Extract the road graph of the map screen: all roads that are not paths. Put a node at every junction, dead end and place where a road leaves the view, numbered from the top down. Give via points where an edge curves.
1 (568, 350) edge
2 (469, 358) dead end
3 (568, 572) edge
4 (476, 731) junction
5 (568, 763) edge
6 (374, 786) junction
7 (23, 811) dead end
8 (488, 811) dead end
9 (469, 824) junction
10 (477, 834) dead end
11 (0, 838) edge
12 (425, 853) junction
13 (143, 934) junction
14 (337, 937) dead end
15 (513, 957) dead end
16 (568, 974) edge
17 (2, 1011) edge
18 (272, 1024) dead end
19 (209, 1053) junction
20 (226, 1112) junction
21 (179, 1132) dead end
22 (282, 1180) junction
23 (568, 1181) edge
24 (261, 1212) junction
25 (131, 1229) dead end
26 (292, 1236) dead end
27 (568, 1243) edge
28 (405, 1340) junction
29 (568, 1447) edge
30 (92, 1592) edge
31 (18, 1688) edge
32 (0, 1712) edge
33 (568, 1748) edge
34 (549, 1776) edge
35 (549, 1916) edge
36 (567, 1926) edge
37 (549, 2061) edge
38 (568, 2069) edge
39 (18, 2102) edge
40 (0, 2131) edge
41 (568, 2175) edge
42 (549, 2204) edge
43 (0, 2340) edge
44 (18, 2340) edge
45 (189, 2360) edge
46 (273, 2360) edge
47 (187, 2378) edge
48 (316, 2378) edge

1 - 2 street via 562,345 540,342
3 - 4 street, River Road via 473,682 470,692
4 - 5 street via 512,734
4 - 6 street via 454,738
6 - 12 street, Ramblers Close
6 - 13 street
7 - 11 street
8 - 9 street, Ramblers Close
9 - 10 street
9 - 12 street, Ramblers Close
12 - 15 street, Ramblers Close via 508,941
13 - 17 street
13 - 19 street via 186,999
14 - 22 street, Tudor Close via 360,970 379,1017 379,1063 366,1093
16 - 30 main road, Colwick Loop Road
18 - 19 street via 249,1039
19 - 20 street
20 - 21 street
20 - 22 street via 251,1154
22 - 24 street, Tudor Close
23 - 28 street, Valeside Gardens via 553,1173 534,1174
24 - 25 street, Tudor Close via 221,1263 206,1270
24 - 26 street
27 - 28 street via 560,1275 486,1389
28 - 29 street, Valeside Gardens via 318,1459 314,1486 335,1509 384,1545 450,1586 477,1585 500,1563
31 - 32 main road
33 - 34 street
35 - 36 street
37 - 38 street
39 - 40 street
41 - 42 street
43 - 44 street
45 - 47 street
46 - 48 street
--
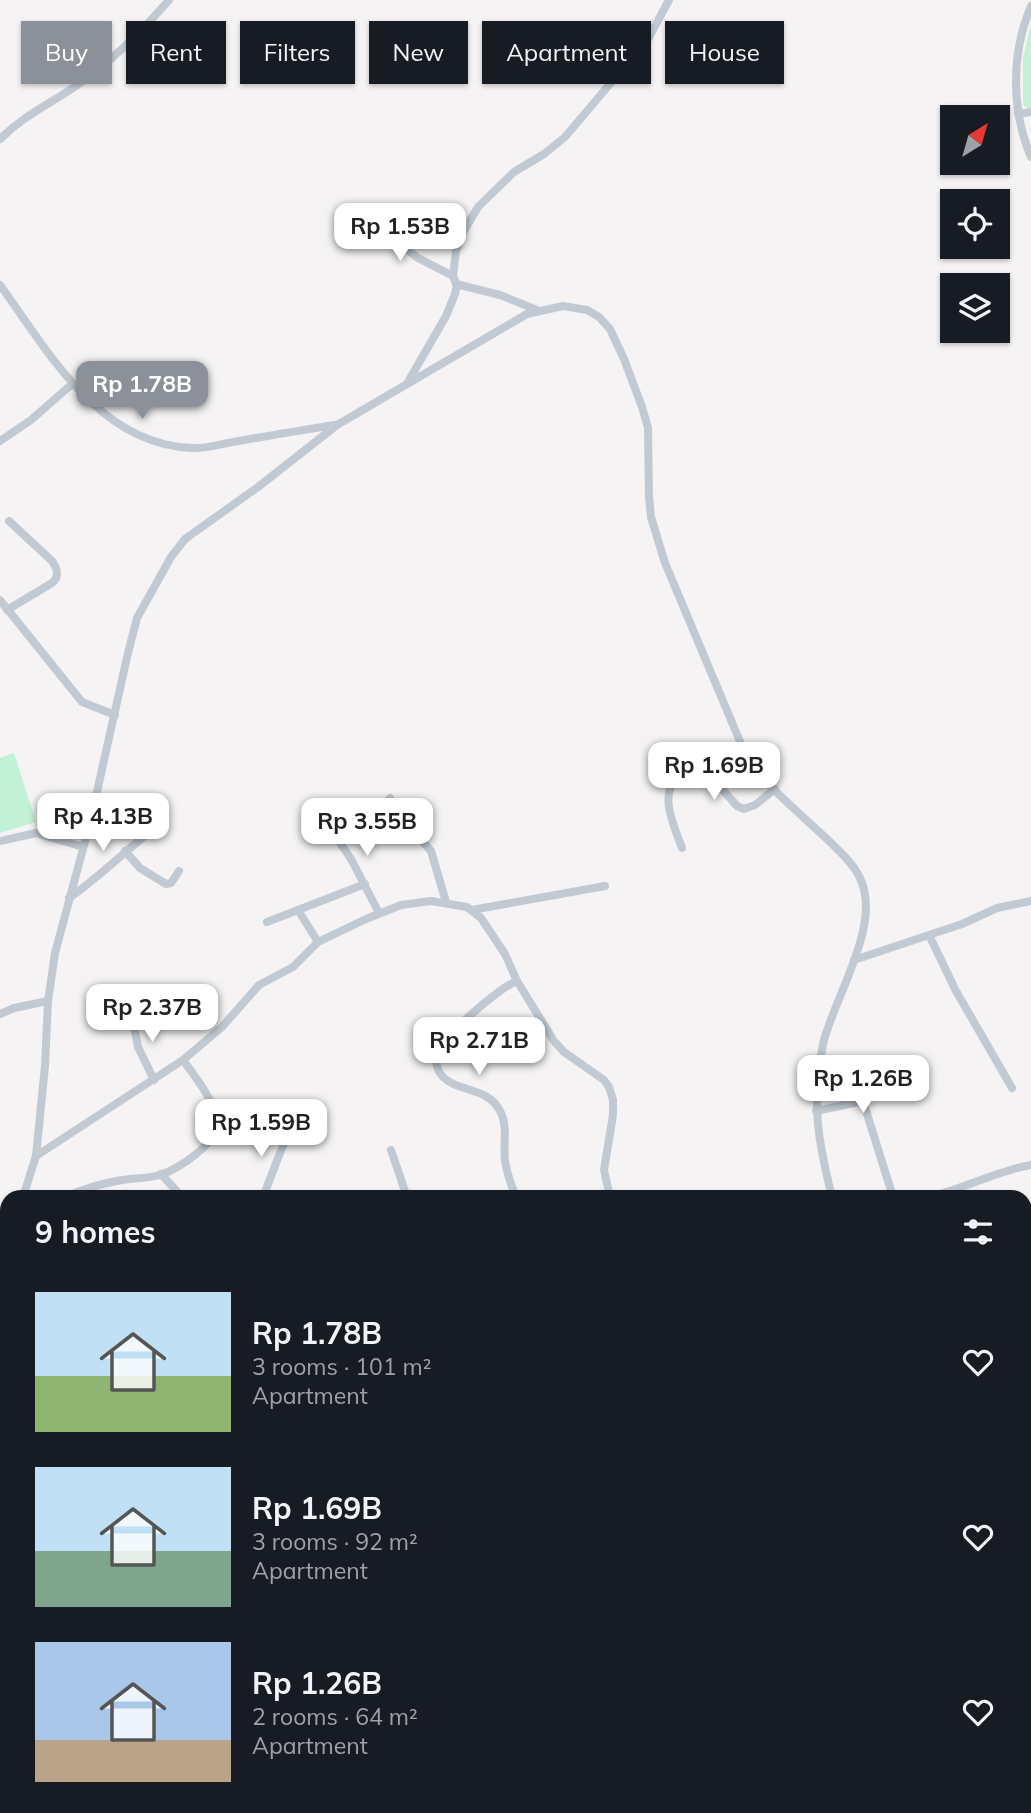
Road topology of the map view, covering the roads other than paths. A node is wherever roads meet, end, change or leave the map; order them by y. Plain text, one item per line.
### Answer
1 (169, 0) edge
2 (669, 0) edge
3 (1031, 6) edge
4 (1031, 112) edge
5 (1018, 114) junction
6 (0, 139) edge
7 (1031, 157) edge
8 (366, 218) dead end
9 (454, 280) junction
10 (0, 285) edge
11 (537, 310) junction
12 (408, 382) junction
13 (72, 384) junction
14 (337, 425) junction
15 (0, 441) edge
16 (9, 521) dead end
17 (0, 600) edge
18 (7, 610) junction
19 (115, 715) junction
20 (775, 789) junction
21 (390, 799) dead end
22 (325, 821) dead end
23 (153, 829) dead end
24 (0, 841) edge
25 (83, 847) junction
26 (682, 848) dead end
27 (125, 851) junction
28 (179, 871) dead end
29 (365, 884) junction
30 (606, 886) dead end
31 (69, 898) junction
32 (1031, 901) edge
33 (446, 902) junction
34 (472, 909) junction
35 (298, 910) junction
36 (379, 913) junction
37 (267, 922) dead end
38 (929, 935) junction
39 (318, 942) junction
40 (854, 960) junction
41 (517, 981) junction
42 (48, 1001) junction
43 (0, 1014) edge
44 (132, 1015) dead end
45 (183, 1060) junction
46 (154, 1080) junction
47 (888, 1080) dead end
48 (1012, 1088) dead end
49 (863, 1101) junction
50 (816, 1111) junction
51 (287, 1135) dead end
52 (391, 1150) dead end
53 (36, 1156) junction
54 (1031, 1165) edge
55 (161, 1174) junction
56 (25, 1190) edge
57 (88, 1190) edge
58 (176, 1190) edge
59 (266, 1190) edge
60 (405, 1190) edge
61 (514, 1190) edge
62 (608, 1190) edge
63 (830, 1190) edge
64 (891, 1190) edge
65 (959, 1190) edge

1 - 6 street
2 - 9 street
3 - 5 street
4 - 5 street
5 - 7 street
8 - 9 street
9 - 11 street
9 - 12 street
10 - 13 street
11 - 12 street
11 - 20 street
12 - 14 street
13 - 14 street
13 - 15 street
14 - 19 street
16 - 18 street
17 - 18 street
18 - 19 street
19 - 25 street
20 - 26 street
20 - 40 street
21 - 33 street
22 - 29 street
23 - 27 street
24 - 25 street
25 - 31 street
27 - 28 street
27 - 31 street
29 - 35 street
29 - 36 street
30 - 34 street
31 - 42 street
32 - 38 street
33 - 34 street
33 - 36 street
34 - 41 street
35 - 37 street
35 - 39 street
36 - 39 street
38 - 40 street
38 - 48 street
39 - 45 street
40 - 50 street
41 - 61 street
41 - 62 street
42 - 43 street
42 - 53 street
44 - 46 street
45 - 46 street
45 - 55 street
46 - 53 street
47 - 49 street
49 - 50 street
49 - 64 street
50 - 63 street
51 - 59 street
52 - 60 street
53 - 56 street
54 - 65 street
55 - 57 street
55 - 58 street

■ YOUR GOAL ■
Once you have read the records above, say how many of their lines contain the word "main", giving only that figure.

■ WRITTEN SOLUTION ■
2